> **Problem details**
Give the lines below again, exactly as they stand, and leave out the images.

Stored entries:
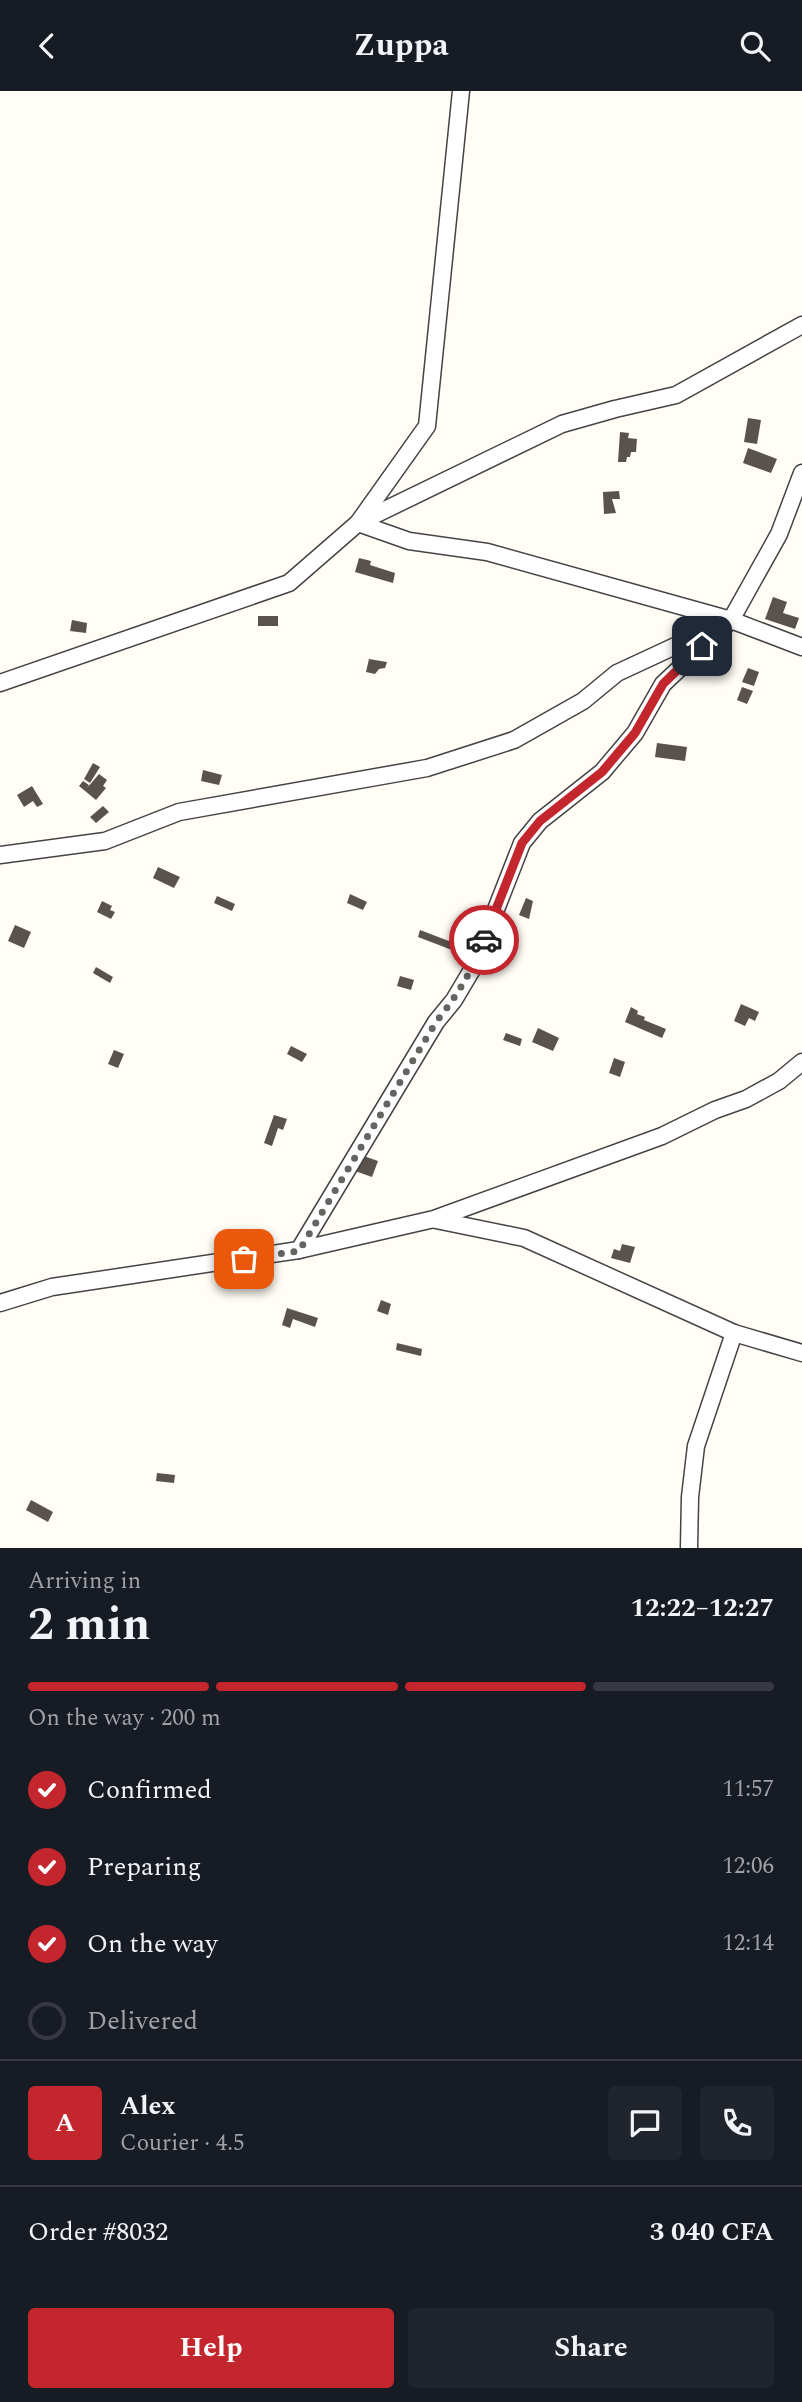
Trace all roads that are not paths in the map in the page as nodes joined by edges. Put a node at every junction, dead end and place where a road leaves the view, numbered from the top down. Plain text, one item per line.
1 (461, 91) edge
2 (802, 325) edge
3 (802, 473) edge
4 (358, 523) junction
5 (731, 620) junction
6 (802, 647) edge
7 (0, 683) edge
8 (0, 855) edge
9 (802, 1062) edge
10 (434, 1219) junction
11 (299, 1251) junction
12 (0, 1303) edge
13 (734, 1333) junction
14 (802, 1353) edge
15 (689, 1548) edge

1 - 4 street
2 - 4 street
3 - 5 street
4 - 5 street
4 - 7 street
5 - 6 street
5 - 8 street
5 - 11 street
9 - 10 street
10 - 11 street
10 - 13 street
11 - 12 street
13 - 14 street
13 - 15 street

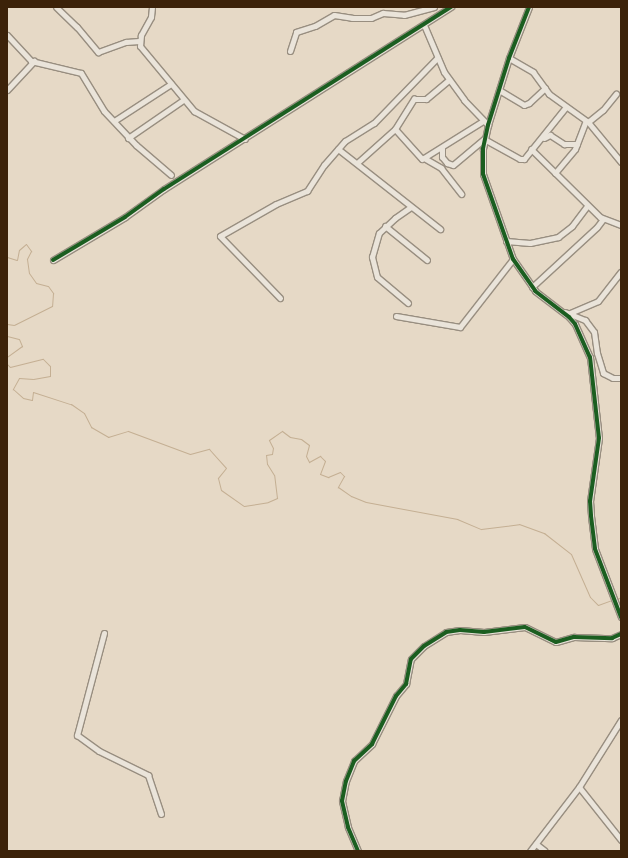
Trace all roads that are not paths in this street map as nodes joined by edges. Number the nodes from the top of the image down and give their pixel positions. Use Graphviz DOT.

> **Output below**
Trace all roads that are not paths in the map in the page as nodes joined by edges. Put a node at every junction, dead end and place where a road leaves the view, numbered from the top down. Plain text, one item per line.
1 (461, 91) edge
2 (802, 325) edge
3 (802, 473) edge
4 (358, 523) junction
5 (731, 620) junction
6 (802, 647) edge
7 (0, 683) edge
8 (0, 855) edge
9 (802, 1062) edge
10 (434, 1219) junction
11 (299, 1251) junction
12 (0, 1303) edge
13 (734, 1333) junction
14 (802, 1353) edge
15 (689, 1548) edge

1 - 4 street
2 - 4 street
3 - 5 street
4 - 5 street
4 - 7 street
5 - 6 street
5 - 8 street
5 - 11 street
9 - 10 street
10 - 11 street
10 - 13 street
11 - 12 street
13 - 14 street
13 - 15 street

Trace all roads that are not paths in this street map as nodes joined by edges. Number the nodes from the top of the image down and give their pixel positions. Use Graphviz DOT.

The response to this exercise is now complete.